Exercise goal: Word for word, repeat the entries, minus the pictures.

BEGIN Exercise inputs

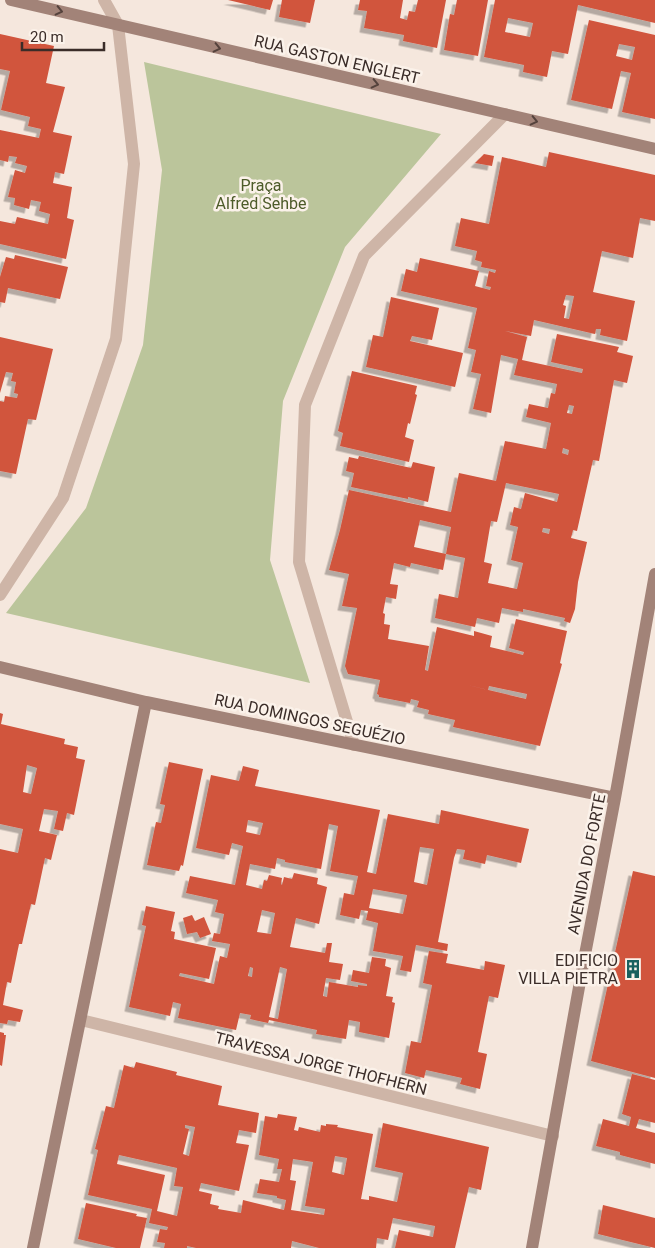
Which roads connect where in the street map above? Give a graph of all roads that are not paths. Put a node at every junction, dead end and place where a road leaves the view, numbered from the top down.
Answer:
1 (11, 0) edge
2 (104, 0) edge
3 (118, 25) junction
4 (505, 114) junction
5 (655, 149) edge
6 (655, 574) edge
7 (0, 595) edge
8 (0, 667) edge
9 (146, 702) junction
10 (354, 745) junction
11 (616, 798) junction
12 (81, 1020) junction
13 (553, 1136) junction
14 (33, 1248) edge
15 (532, 1248) edge

1 -> 3 street, RUA GASTON ENGLERT
2 - 3 street
3 -> 4 street, RUA GASTON ENGLERT
3 - 7 street
4 -> 5 street, RUA GASTON ENGLERT
4 - 10 street
6 - 11 street, AVENIDA DO FORTE
8 - 9 street, RUA DOMINGOS SEGUÉZIO
9 - 10 street, RUA DOMINGOS SEGUÉZIO
9 - 12 street
10 - 11 street, RUA DOMINGOS SEGUÉZIO
11 - 13 street, AVENIDA DO FORTE
12 - 13 street, TRAVESSA JORGE THOFHERN
12 - 14 street
13 - 15 street, AVENIDA DO FORTE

END Exercise inputs

Exercise output:
Which roads connect where in the street map above? Give a graph of all roads that are not paths. Put a node at every junction, dead end and place where a road leaves the view, numbered from the top down.
Answer:
1 (11, 0) edge
2 (104, 0) edge
3 (118, 25) junction
4 (505, 114) junction
5 (655, 149) edge
6 (655, 574) edge
7 (0, 595) edge
8 (0, 667) edge
9 (146, 702) junction
10 (354, 745) junction
11 (616, 798) junction
12 (81, 1020) junction
13 (553, 1136) junction
14 (33, 1248) edge
15 (532, 1248) edge

1 -> 3 street, RUA GASTON ENGLERT
2 - 3 street
3 -> 4 street, RUA GASTON ENGLERT
3 - 7 street
4 -> 5 street, RUA GASTON ENGLERT
4 - 10 street
6 - 11 street, AVENIDA DO FORTE
8 - 9 street, RUA DOMINGOS SEGUÉZIO
9 - 10 street, RUA DOMINGOS SEGUÉZIO
9 - 12 street
10 - 11 street, RUA DOMINGOS SEGUÉZIO
11 - 13 street, AVENIDA DO FORTE
12 - 13 street, TRAVESSA JORGE THOFHERN
12 - 14 street
13 - 15 street, AVENIDA DO FORTE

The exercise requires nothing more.